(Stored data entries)
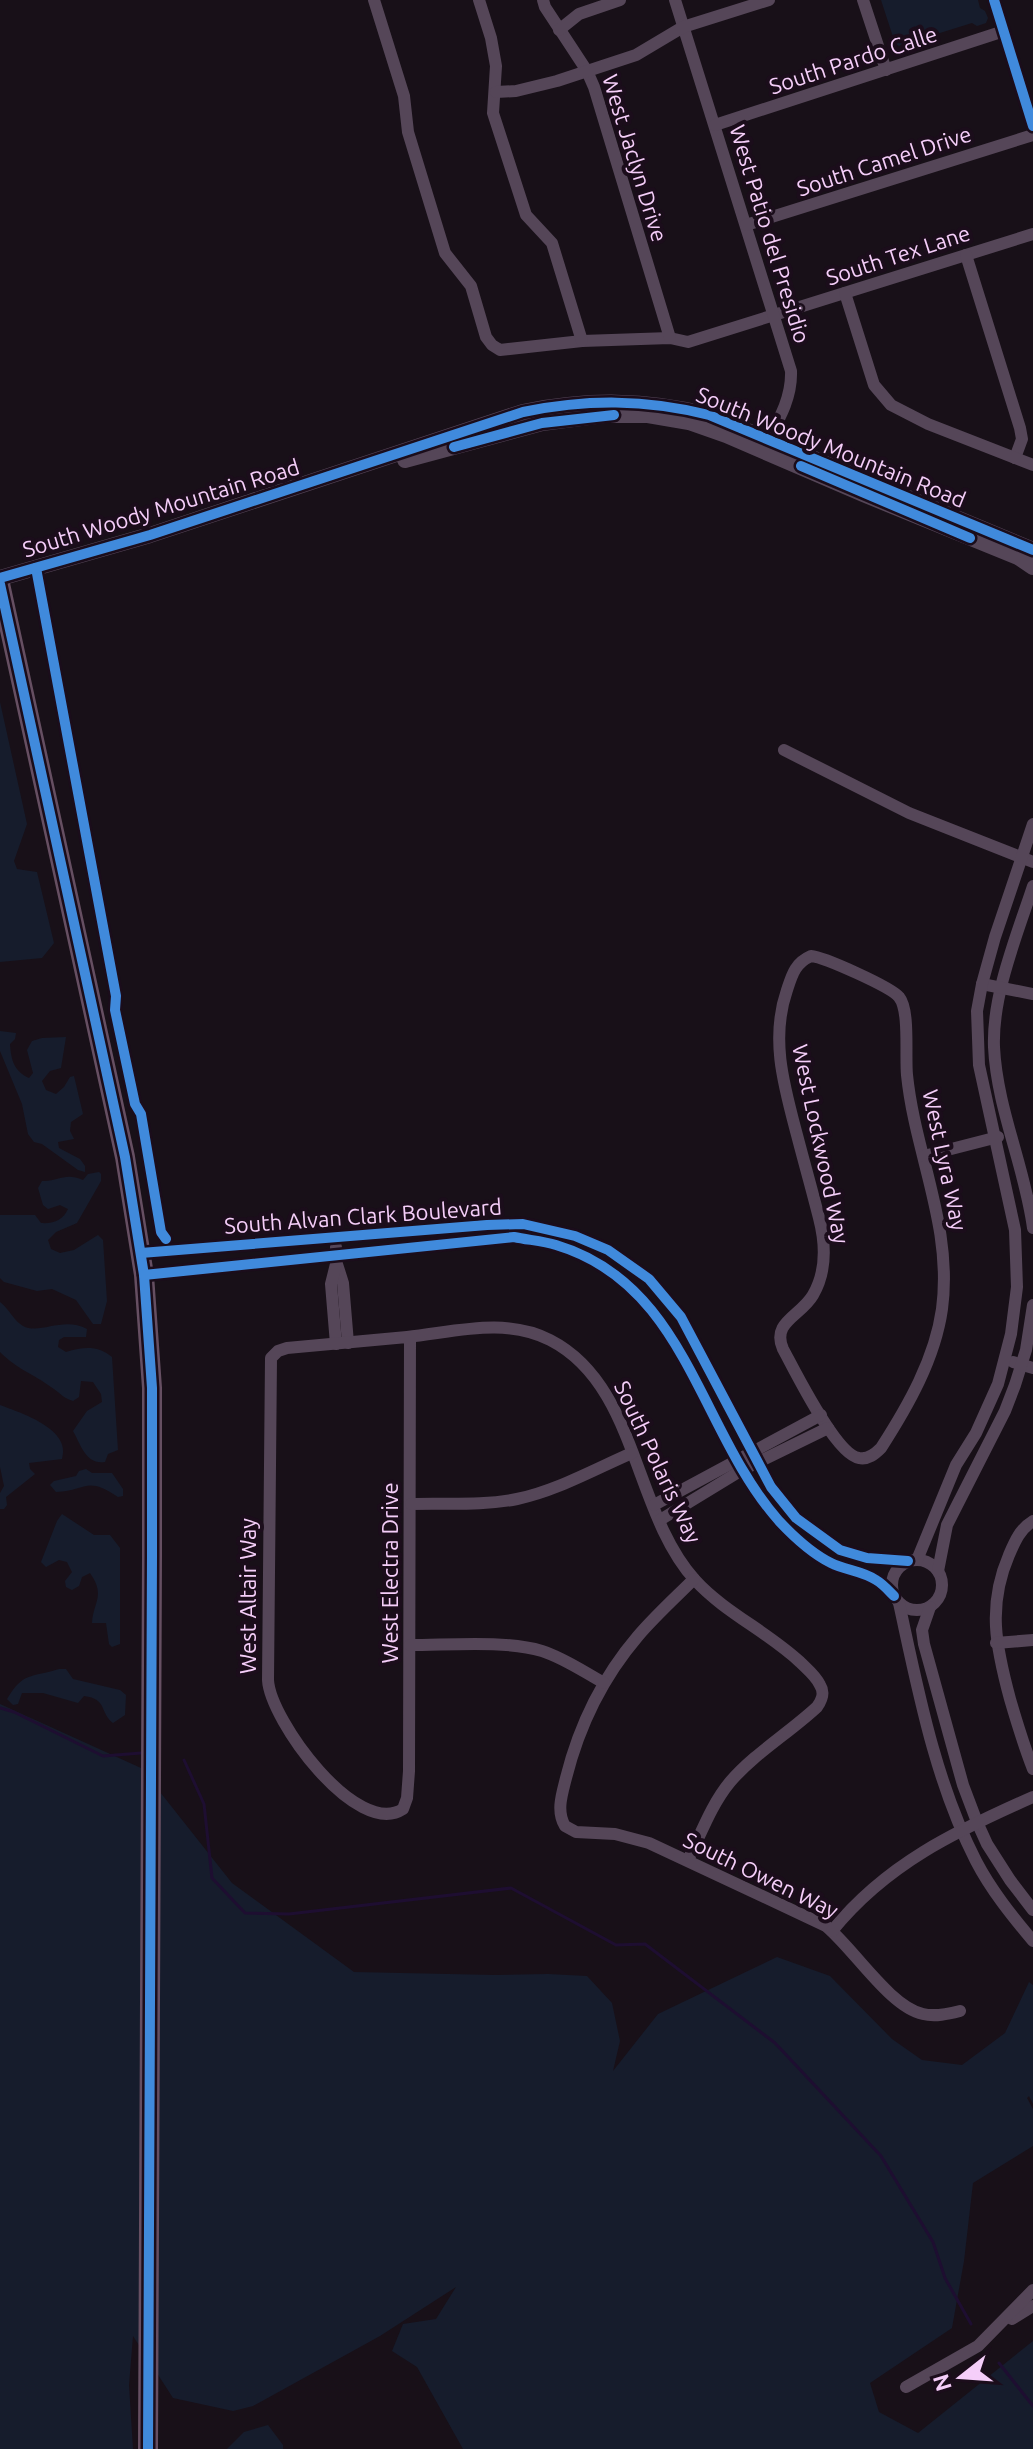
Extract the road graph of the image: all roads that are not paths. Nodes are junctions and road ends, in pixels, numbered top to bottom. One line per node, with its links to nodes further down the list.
1 (374, 0): 24 (street, South Tex Lane)
2 (479, 0): 14 (street)
3 (543, 0): 10 (street, West Jaclyn Drive)
4 (620, 0): 10 (street)
5 (675, 0): 9 (street, West Patio del Presidio)
6 (769, 0): 9 (street)
7 (863, 0): 12 (street)
8 (994, 0): 11 (street)
9 (683, 27): 13 (street); 15 (street, West Patio del Presidio)
10 (559, 30): 13 (street, West Jaclyn Drive)
11 (1004, 31): 12 (street, South Pardo Calle); 16 (street)
12 (886, 70): 15 (street, South Pardo Calle)
13 (587, 71): 14 (street); 23 (street, West Jaclyn Drive)
14 (496, 92): 24 (street)
15 (715, 125): 18 (street, West Patio del Presidio)
16 (1033, 126)
17 (1033, 135): 18 (street, South Camel Drive)
18 (746, 225): 22 (street, West Patio del Presidio)
19 (1033, 234): 20 (street, South Tex Lane)
20 (966, 255): 21 (street, South Tex Lane); 26 (street)
21 (845, 293): 22 (street, South Tex Lane); 26 (street)
22 (775, 314): 23 (street, South Tex Lane); 25 (street, West Patio del Presidio)
23 (670, 338): 24 (street, South Tex Lane)
24 (582, 341)
25 (766, 444): 28 (street, South Woody Mountain Road); 29 (street, South Woody Mountain Road); 30 (street, South Woody Mountain Road)
26 (1015, 458): 27 (street)
27 (1033, 465)
28 (1033, 550)
29 (1033, 567)
30 (0, 578)
31 (0, 584): 45 (main road)
32 (784, 750): 34 (street)
33 (1033, 824): 34 (street)
34 (1028, 860): 37 (street)
35 (1033, 886): 38 (street)
36 (807, 958): 42 (street, West Lyra Way); 54 (street, West Lockwood Way)
37 (982, 984): 38 (street); 41 (street)
38 (1002, 988): 39 (street); 40 (street)
39 (1033, 994)
40 (1011, 1133): 41 (street); 43 (street)
41 (993, 1138): 42 (street); 52 (street)
42 (924, 1156): 55 (street, West Lyra Way)
43 (1033, 1228)
44 (335, 1237): 45 (street, South Alvan Clark Boulevard); 46 (street); 57 (street, South Alvan Clark Boulevard)
45 (141, 1253): 47 (main road)
46 (336, 1258): 47 (street, South Alvan Clark Boulevard); 50 (street); 58 (street, South Alvan Clark Boulevard)
47 (144, 1275): 86 (main road)
48 (1033, 1305): 53 (street)
49 (410, 1337): 50 (street, South Polaris Way); 56 (street, South Polaris Way); 59 (street, West Electra Drive)
50 (342, 1343): 51 (street, South Polaris Way)
51 (273, 1354): 74 (street, West Altair Way)
52 (1006, 1360): 53 (street); 63 (street)
53 (1027, 1366): 64 (street)
54 (821, 1415): 55 (street); 57 (street)
55 (828, 1428): 57 (street)
56 (632, 1453): 59 (street); 60 (street, South Polaris Way)
57 (756, 1457): 58 (street); 63 (street, South Alvan Clark Boulevard)
58 (739, 1465): 60 (street); 61 (street); 66 (street, South Alvan Clark Boulevard)
59 (411, 1504): 70 (street, West Electra Drive)
60 (654, 1505): 61 (street, South Polaris Way)
61 (660, 1520): 65 (street, South Polaris Way)
62 (1033, 1521): 69 (street)
63 (912, 1560): 64 (street); 66 (street)
64 (938, 1571): 67 (street)
65 (694, 1579): 71 (street); 77 (street, South Polaris Way)
66 (897, 1600): 67 (street); 76 (street)
67 (930, 1607): 75 (street)
68 (1033, 1640): 69 (street)
69 (996, 1643): 72 (street)
70 (410, 1645): 71 (street); 74 (street, West Electra Drive)
71 (604, 1683): 77 (street, South Owen Way)
72 (1033, 1769)
73 (1033, 1797): 75 (street)
74 (403, 1809)
75 (977, 1822): 76 (street); 78 (street)
76 (961, 1830): 79 (street); 80 (street)
77 (688, 1860): 79 (street, South Owen Way)
78 (1033, 1910)
79 (832, 1931): 81 (street, South Owen Way)
80 (1033, 1941)
81 (960, 2011)
82 (1033, 2290): 84 (street)
83 (1033, 2306): 84 (street)
84 (1000, 2326): 85 (street)
85 (906, 2387)
86 (148, 2449)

ABOUT THIS EXERCISE
Return, from the entries, each line that holds "Clark".

TASK SOLUTION
44 (335, 1237): 45 (street, South Alvan Clark Boulevard); 46 (street); 57 (street, South Alvan Clark Boulevard)
46 (336, 1258): 47 (street, South Alvan Clark Boulevard); 50 (street); 58 (street, South Alvan Clark Boulevard)
57 (756, 1457): 58 (street); 63 (street, South Alvan Clark Boulevard)
58 (739, 1465): 60 (street); 61 (street); 66 (street, South Alvan Clark Boulevard)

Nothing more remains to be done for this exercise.